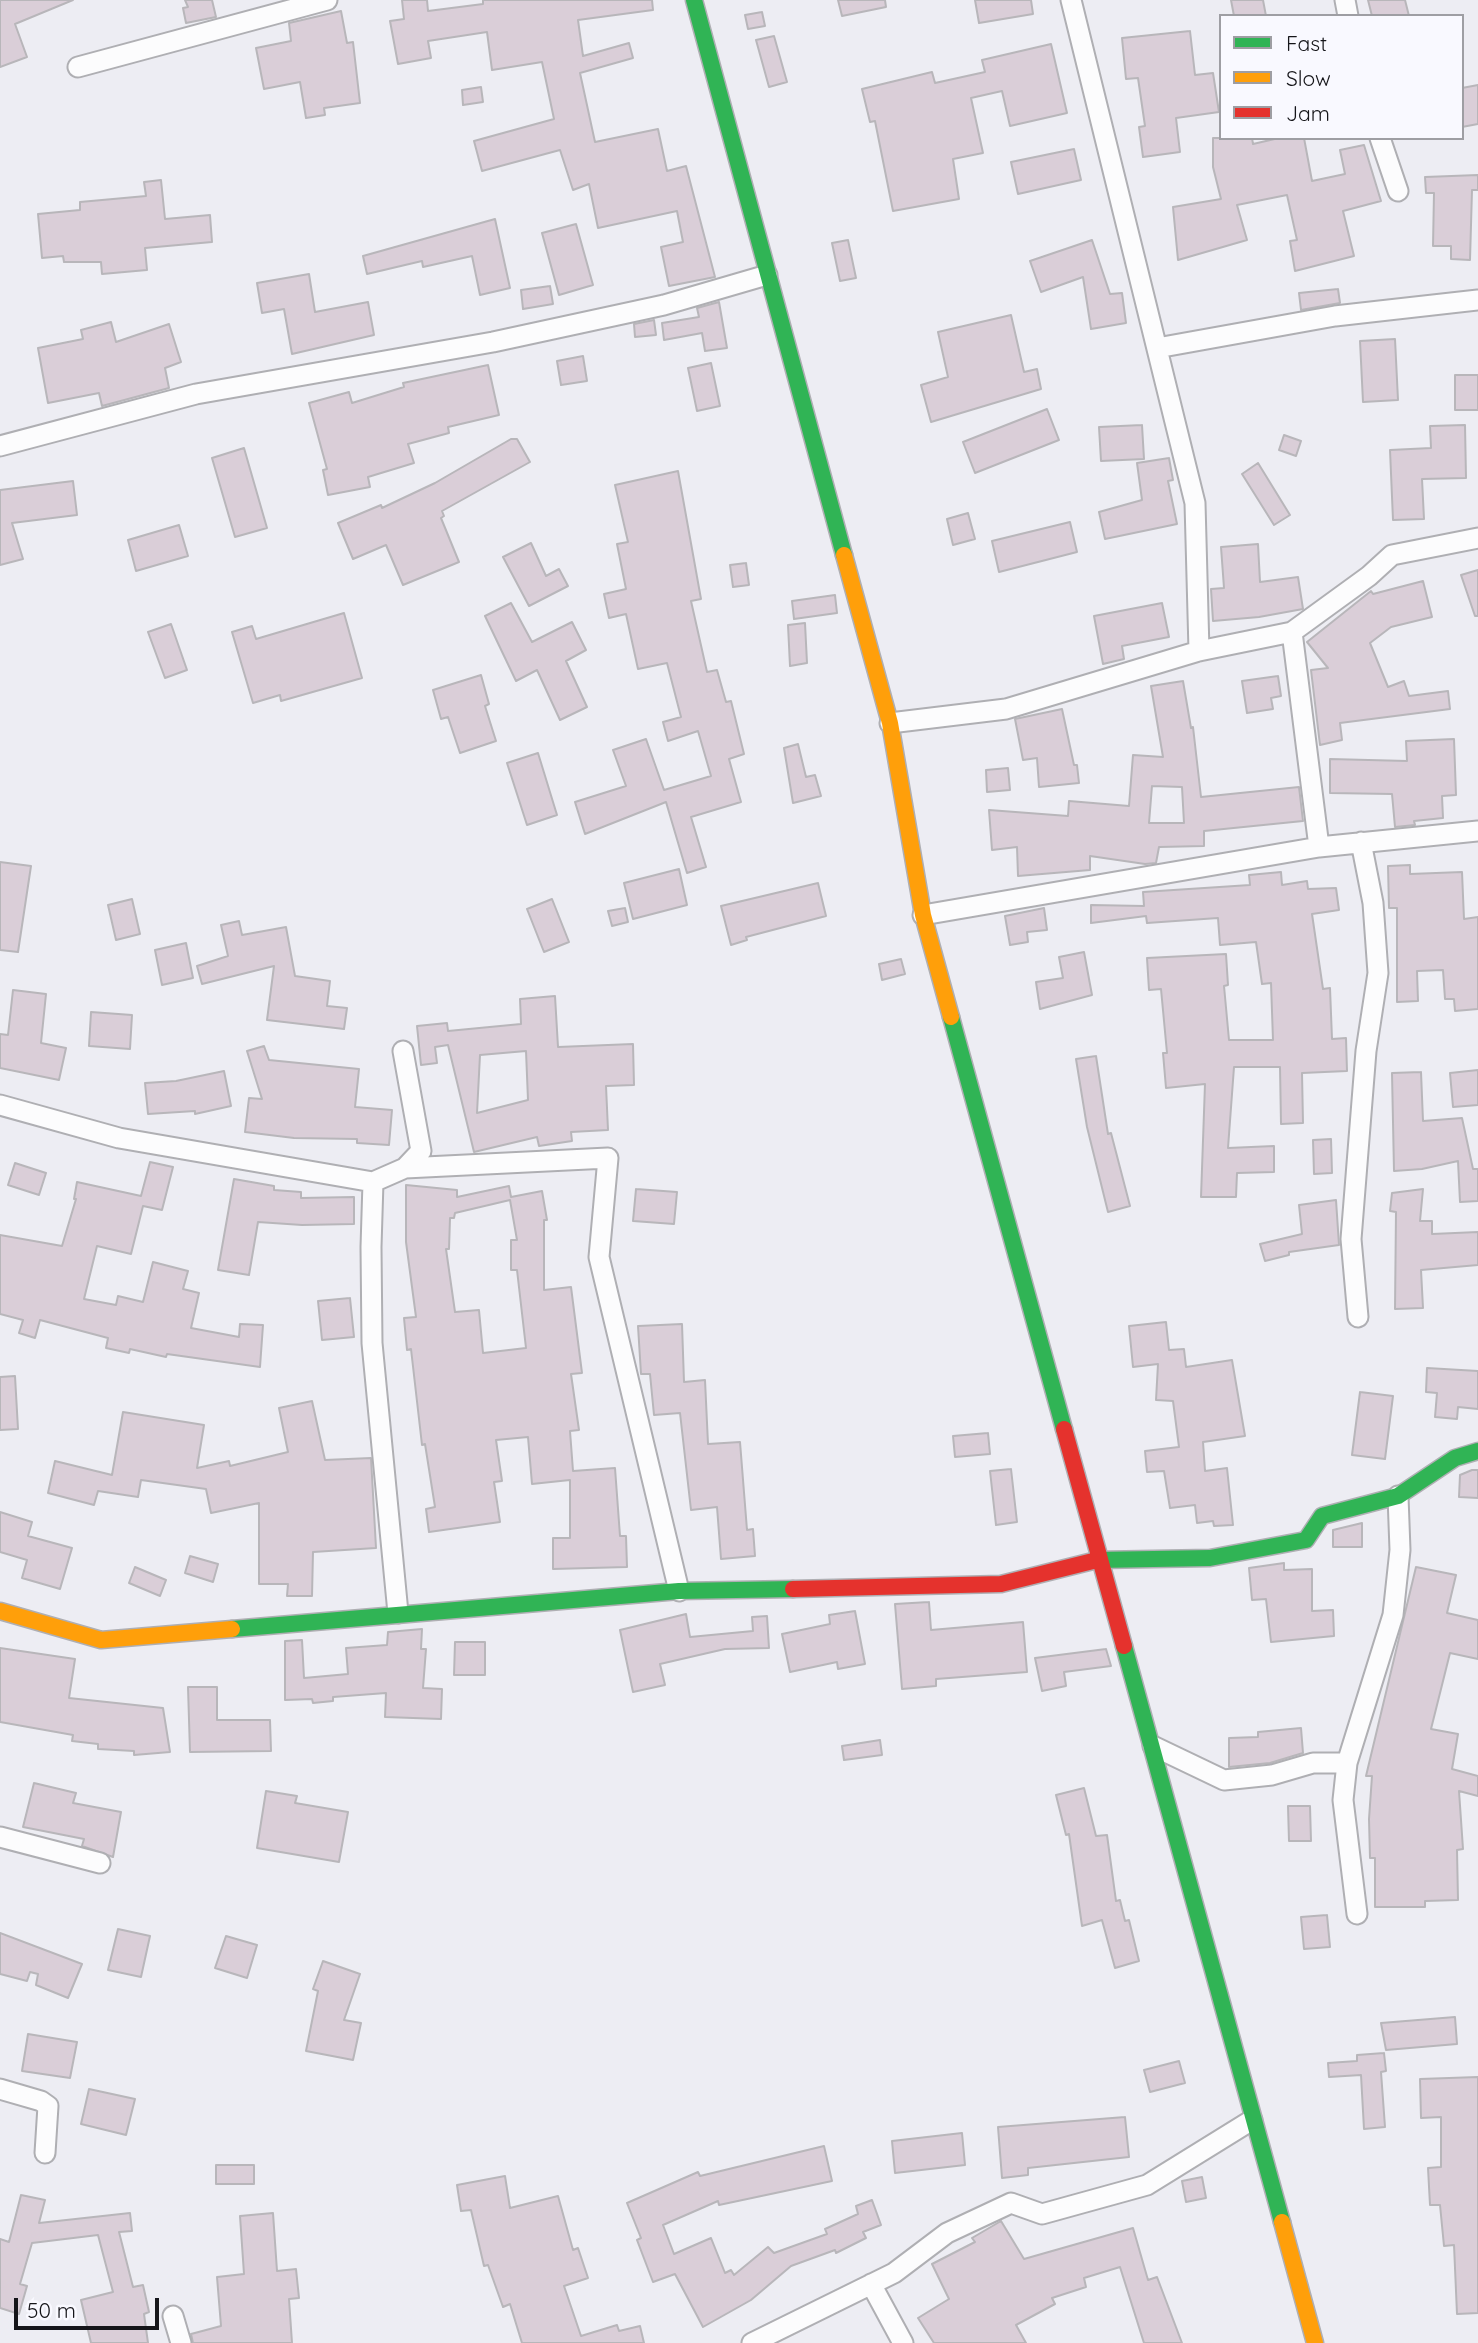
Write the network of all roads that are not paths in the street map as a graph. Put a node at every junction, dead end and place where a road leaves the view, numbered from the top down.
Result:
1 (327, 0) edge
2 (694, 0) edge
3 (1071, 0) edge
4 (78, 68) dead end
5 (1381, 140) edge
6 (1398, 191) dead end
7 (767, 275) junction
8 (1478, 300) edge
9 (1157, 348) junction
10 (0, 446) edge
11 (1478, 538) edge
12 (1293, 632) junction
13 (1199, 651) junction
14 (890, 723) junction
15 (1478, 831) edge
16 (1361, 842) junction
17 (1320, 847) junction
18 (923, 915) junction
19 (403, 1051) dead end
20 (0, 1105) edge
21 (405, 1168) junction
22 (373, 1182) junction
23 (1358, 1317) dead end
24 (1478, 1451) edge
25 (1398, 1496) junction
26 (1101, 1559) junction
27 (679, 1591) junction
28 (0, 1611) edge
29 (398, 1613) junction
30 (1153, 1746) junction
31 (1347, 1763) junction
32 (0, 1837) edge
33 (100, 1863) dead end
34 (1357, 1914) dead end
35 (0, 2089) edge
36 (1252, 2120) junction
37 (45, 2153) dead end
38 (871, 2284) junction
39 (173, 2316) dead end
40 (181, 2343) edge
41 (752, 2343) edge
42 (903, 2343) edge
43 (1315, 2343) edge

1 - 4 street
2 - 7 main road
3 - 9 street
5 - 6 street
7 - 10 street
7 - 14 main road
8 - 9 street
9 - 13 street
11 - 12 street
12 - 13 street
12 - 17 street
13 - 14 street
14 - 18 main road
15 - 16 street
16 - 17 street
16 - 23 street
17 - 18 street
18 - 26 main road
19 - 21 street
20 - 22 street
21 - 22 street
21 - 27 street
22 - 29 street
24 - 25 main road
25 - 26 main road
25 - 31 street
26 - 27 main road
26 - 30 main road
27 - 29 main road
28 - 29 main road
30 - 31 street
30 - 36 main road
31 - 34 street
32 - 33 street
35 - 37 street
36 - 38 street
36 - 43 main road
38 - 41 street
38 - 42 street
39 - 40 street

WHAT IS BEING ASKED: This calls for each record above to be set down exactly, with the images skipped.

YOUR RESPONSE:
Write the network of all roads that are not paths in the street map as a graph. Put a node at every junction, dead end and place where a road leaves the view, numbered from the top down.
Result:
1 (327, 0) edge
2 (694, 0) edge
3 (1071, 0) edge
4 (78, 68) dead end
5 (1381, 140) edge
6 (1398, 191) dead end
7 (767, 275) junction
8 (1478, 300) edge
9 (1157, 348) junction
10 (0, 446) edge
11 (1478, 538) edge
12 (1293, 632) junction
13 (1199, 651) junction
14 (890, 723) junction
15 (1478, 831) edge
16 (1361, 842) junction
17 (1320, 847) junction
18 (923, 915) junction
19 (403, 1051) dead end
20 (0, 1105) edge
21 (405, 1168) junction
22 (373, 1182) junction
23 (1358, 1317) dead end
24 (1478, 1451) edge
25 (1398, 1496) junction
26 (1101, 1559) junction
27 (679, 1591) junction
28 (0, 1611) edge
29 (398, 1613) junction
30 (1153, 1746) junction
31 (1347, 1763) junction
32 (0, 1837) edge
33 (100, 1863) dead end
34 (1357, 1914) dead end
35 (0, 2089) edge
36 (1252, 2120) junction
37 (45, 2153) dead end
38 (871, 2284) junction
39 (173, 2316) dead end
40 (181, 2343) edge
41 (752, 2343) edge
42 (903, 2343) edge
43 (1315, 2343) edge

1 - 4 street
2 - 7 main road
3 - 9 street
5 - 6 street
7 - 10 street
7 - 14 main road
8 - 9 street
9 - 13 street
11 - 12 street
12 - 13 street
12 - 17 street
13 - 14 street
14 - 18 main road
15 - 16 street
16 - 17 street
16 - 23 street
17 - 18 street
18 - 26 main road
19 - 21 street
20 - 22 street
21 - 22 street
21 - 27 street
22 - 29 street
24 - 25 main road
25 - 26 main road
25 - 31 street
26 - 27 main road
26 - 30 main road
27 - 29 main road
28 - 29 main road
30 - 31 street
30 - 36 main road
31 - 34 street
32 - 33 street
35 - 37 street
36 - 38 street
36 - 43 main road
38 - 41 street
38 - 42 street
39 - 40 street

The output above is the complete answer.